Turning to the YCL’s main focus, the youth, May to August saw the general failure of youth summer jobs programmes (youth unemployment is the highest since Statistics Canada started tracking in the 70s). It is hard to get concrete facts here, but for example at the Saanich, BC, Service Canada Centre for Youth saw “triple the number [of inquires] seen by the centre the year before,” but “only about half walked away with jobs.”[i] BC has the lowest minimum wage in the country. (Reportedly, 75 % of Youth Skills Link funding went to Conservative ridings.) The unemployment rate among returning students aged 15 to 24 in Canada jumped to 20.9 per cent in July, the highest rate recorded since Statistics Canada began collecting data on the subject in 1977, and a 51 per cent increase from the same month last year.[ii]

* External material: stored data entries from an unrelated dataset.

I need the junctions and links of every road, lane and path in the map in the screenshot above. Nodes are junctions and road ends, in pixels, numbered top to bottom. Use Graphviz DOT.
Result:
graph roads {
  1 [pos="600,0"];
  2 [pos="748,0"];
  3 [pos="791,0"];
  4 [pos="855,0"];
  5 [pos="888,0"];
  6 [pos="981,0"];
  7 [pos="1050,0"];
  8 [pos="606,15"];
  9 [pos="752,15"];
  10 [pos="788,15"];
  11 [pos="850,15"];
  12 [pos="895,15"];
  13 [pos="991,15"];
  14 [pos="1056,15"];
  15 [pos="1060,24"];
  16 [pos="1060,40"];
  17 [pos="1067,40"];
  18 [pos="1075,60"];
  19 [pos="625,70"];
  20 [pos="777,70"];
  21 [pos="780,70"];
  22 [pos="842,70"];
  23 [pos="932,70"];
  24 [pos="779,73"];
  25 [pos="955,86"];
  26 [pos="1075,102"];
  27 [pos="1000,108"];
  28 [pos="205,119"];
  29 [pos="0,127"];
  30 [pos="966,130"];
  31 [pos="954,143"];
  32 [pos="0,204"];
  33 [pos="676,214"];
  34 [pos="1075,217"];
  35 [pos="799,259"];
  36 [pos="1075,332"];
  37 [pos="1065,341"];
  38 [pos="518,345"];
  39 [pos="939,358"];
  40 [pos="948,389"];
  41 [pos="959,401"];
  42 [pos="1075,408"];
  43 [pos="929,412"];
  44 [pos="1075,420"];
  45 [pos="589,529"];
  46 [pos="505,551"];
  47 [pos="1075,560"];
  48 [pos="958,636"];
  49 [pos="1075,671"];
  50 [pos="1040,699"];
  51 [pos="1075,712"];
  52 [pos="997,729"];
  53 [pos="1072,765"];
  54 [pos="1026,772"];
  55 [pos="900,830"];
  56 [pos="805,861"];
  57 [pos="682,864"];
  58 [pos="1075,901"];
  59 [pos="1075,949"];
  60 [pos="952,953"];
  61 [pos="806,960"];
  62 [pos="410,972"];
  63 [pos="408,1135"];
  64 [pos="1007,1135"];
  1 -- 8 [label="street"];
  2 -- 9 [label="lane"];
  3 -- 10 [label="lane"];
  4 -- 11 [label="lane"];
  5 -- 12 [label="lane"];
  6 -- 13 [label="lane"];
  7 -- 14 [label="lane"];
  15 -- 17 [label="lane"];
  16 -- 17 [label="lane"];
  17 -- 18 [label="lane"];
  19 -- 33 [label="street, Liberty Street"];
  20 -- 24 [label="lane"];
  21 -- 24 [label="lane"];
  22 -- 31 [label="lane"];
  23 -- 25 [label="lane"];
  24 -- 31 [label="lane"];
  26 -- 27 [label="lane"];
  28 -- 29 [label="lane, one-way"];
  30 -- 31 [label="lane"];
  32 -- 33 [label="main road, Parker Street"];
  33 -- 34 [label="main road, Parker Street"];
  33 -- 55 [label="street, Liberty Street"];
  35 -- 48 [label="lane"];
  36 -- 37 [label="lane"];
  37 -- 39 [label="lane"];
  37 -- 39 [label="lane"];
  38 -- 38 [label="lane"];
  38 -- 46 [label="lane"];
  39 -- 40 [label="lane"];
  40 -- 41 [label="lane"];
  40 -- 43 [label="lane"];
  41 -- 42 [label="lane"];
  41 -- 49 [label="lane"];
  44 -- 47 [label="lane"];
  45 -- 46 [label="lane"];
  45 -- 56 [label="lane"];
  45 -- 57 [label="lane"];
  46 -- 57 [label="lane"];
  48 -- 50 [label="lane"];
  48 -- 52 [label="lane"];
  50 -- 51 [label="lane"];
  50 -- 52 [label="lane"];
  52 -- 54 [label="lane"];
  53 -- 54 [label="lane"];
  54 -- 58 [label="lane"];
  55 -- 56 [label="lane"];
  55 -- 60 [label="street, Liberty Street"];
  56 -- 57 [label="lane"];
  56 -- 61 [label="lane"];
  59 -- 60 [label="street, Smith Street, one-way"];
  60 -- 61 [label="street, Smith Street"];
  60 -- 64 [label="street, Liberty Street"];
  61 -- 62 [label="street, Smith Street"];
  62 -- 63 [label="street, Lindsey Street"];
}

The number of youths under 25 years old receiving regular Employment Insurance benefits has more than doubled in the past year up 108.6%. This despite specific regulations in EI that frustrate youth collection like the number of hours worked before collection. This especially hits all part-time workers, Aboriginal youth and farm-worker youth. The YCL should also, despite its flaws, demand that the Conservatives not shut-down the Katimavik programme as is rumored.
Frosts and snow of winter will be accompanied by more cold economic winds: continued inaccessible childcare, employment insurance, post-secondary education, as well as cut backs to public education and no break in terms of housing costs, car insurance, cell phones, the price of food and home heating – let alone recreation.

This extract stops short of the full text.